Gentlemen of the Road

by Michael Chabon. (2007) Published by Del Rey. 204 pages.

Up to page 107. Reviewed 15 March 2008

Reading Michael Chabon’s account of an uprising in the Eastern European kingdom of Khazaria is like going back to the greatest games of pretend I used to play with my friends in childhood. I don’t know if it’s true of everyone, but my friend Duncan and I used to be shameless borrowers of themes and ideas, taking stories from books, tv and comics and reenacting them with action figures or in drawings or with toy soldiers or even just making up stories. Play was a means of bridging gaps through time and space and trying to explore events real and fictional that we were curious about.
The kingdom of Khazaria was an actual place, a Jewish kingdom located in the middle of Eastern Europe. I first learned of it reading Larry Gonick’s Cartoon History of the Universe, Volume 3, (I highly recommend Gonick's whole series) and it fascinated me because it went so much against the stereotype of European Jews as a permanently displaced people. Michael Chabon is also interested in this aspect of the story and in his book he reminds us of the fact that the ideas of Judaism traveled far and wide during the Dark Ages; the main characters are Zelikman, a Jewish physician from the Frankish kingdoms, and Amram, an Abyssinian Jew on an apparently hopeless quest to find his lost daughter.
What’s fun about this novel? The much-celebrated use of lush vocabulary (fleam, mahout, affined); the sense of taking a visit to an intersection of the great Eastern cultures that actually thrived during the so called “Dark” Ages, which were a time of darkness and squalor mostly from the perspective of Western Europe; the chance to see Chabon flirt with thoughts of today’s cultural wars in the Middle East by drawing a bloody conflict for the fate of Khazaria where the labels of race and creed are all familiar but the affiliations are drastically different; and the chance to see how Chabon, who’s very good at “serious” fiction, takes on a setting that’s Tolkeinesque.
It would be more fun if the characters were a bit richer. Zelikman and Amram are basically nice guys, each with their own troubles and idiosyncrasies, but even halfway through the book I’m sure that neither of them will draw me in enough to inspire the sort of love-hate relationship I had with Grady from The Wonder Boys.

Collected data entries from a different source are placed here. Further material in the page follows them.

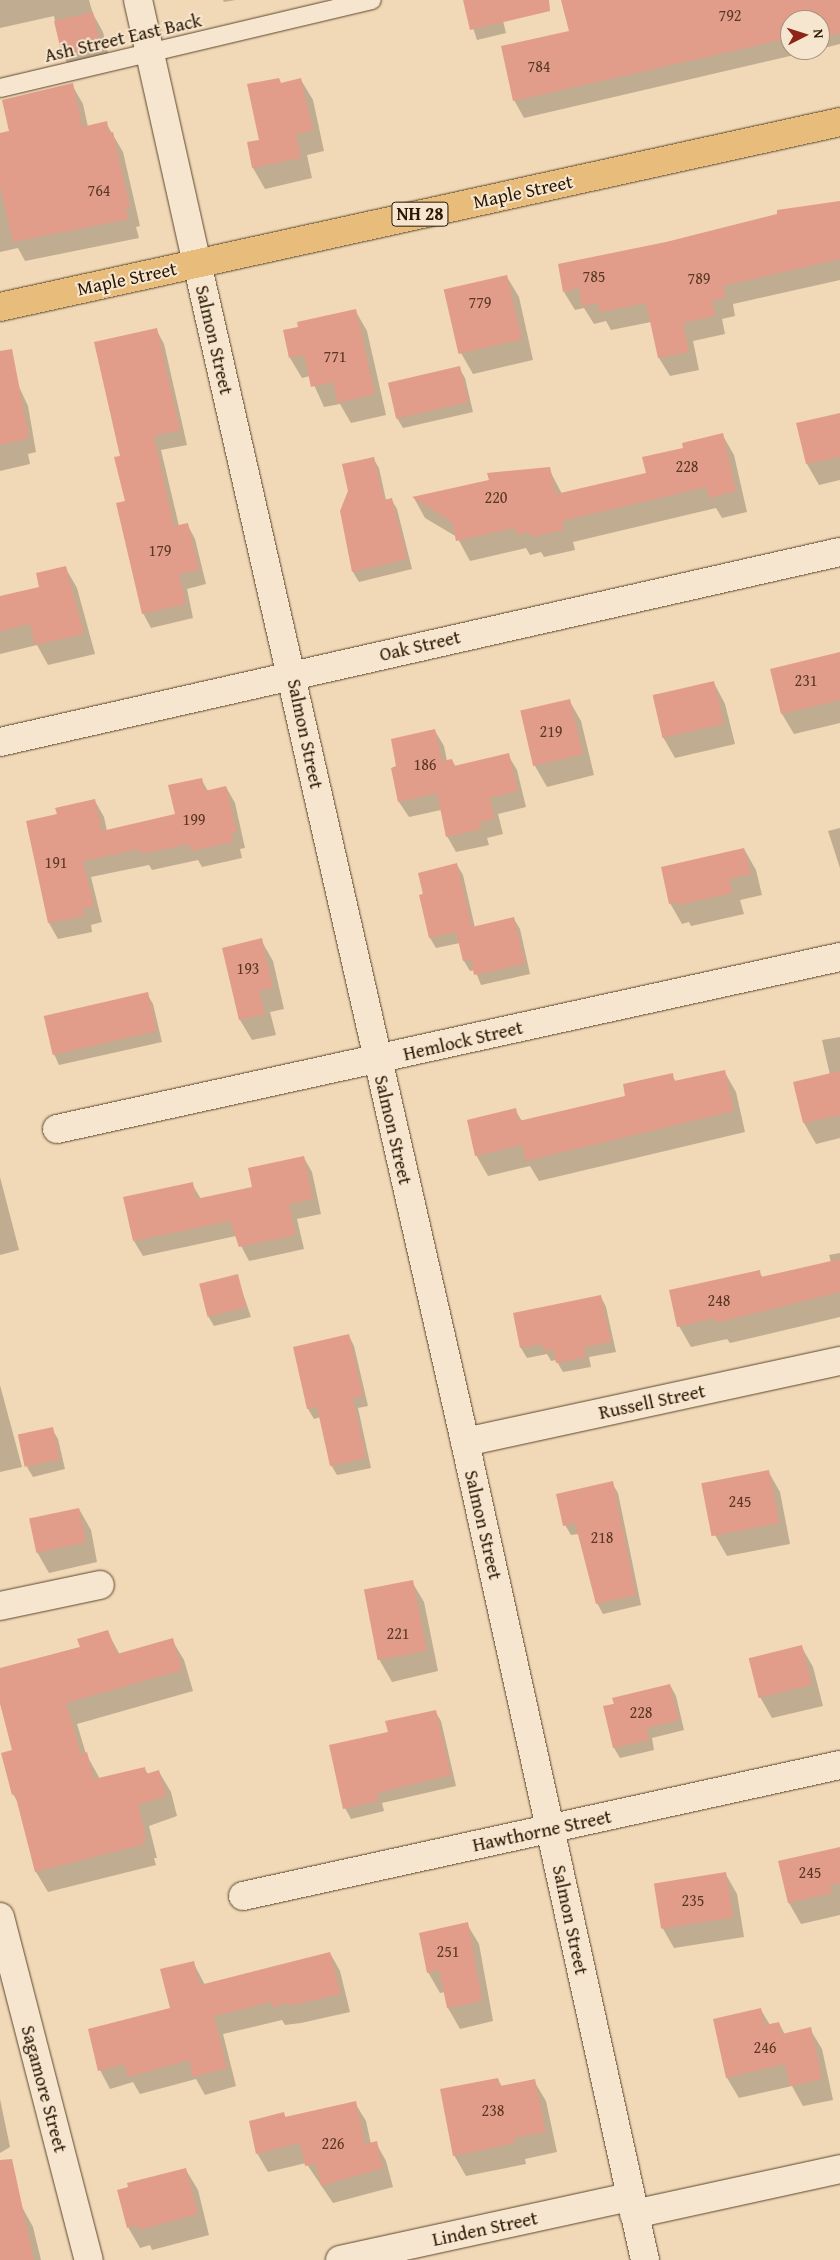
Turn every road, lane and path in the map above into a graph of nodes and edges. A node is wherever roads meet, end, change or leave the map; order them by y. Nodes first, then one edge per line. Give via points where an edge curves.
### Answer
1 (138, 0) edge
2 (372, 0) edge
3 (151, 54) junction
4 (0, 88) edge
5 (840, 122) edge
6 (197, 263) junction
7 (0, 307) edge
8 (840, 552) edge
9 (292, 675) junction
10 (0, 742) edge
11 (840, 957) edge
12 (378, 1060) junction
13 (56, 1129) dead end
14 (840, 1361) edge
15 (465, 1442) junction
16 (100, 1585) dead end
17 (0, 1606) edge
18 (840, 1765) edge
19 (551, 1829) junction
20 (243, 1896) dead end
21 (0, 1917) edge
22 (840, 2169) edge
23 (632, 2206) junction
24 (89, 2260) edge
25 (340, 2260) edge
26 (645, 2260) edge

1 - 3 street, Salmon Street
2 - 3 lane, Ash Street East Back
3 - 4 lane, Ash Street East Back
3 - 6 street, Salmon Street
5 - 6 main road, Maple Street / NH 28
6 - 7 main road, Maple Street / NH 28
6 - 9 street, Salmon Street
8 - 9 street, Oak Street
9 - 10 street, Oak Street
9 - 12 street, Salmon Street
11 - 12 street, Hemlock Street
12 - 13 street, Hemlock Street
12 - 15 street, Salmon Street
14 - 15 street, Russell Street
15 - 19 street, Salmon Street
16 - 17 street
18 - 19 street, Hawthorne Street
19 - 20 street, Hawthorne Street
19 - 23 street, Salmon Street
21 - 24 street, Sagamore Street
22 - 23 street, Linden Street
23 - 25 street, Linden Street
23 - 26 street, Salmon Street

Page 107 to end; reviewed March 22, 2008

107 to end.

At the end of this book Chabon writes a short afterword in which he touches on what should already be blindingly obvious to everybody who’s familiar with his other work: that Gentlemen of the Road is very different from other things he’s written. Any time an author has to go to this much length to explain a supposedly bold artistic choice, you have to wonder if the motive is to vent all the lingering insecurity. In his afterword, Chabon tells us that we might be surprised that he’s breaking the rules; he usually writes New Yorker type fiction about contemporary conflicts and anxieties, and now he’s writing an adventure story. Having loved Wonder Boys, I know that I started reading this book with a sense of excitement. It seems natural that a writer like Chabon should try to expand his horizons, should take the skills he gained in describing more familiar territory and see how they transfer to settings more remote and exotic.
But when a writer enters a new genre, he or she should have something to contribute. Chabon seems to assume that because he’s writing about swordfights and troop movements, he no longer has to live up to the standards set in his previous books. Gentlemen of the Road borrows heavily from the clichés of fantasy writing and historical fiction, and does a major disservice to both genres by never partaking in the sort of overindulgence of the imagination that both genres allow. By taking Khazaria as his subject, Chabon has chosen a distinctive world to set his story in; one hopes he could make it into his own Hogwarts, his own Middle Earth, his own Narnia. But Khazaria ends up being just a piece of stock historical scenery, as though Chabon is saying, “Did you see the movie Gladiator? Just imagine the whole thing transposed a little to the east and you’ve got it.”
By the end of this book the narrative keeps making big jumps in time, as though he’s eager to get away from the whole situation. The sentences get long and muddled. Chabon seems to want to use elephants as a symbol for something, but it’s never clear what. The first chapters of this book were well written and fun to read, but by the end I was just thinking that if Chabon didn’t have anything fresh to offer with this book, at least he had the courtesy to make it short.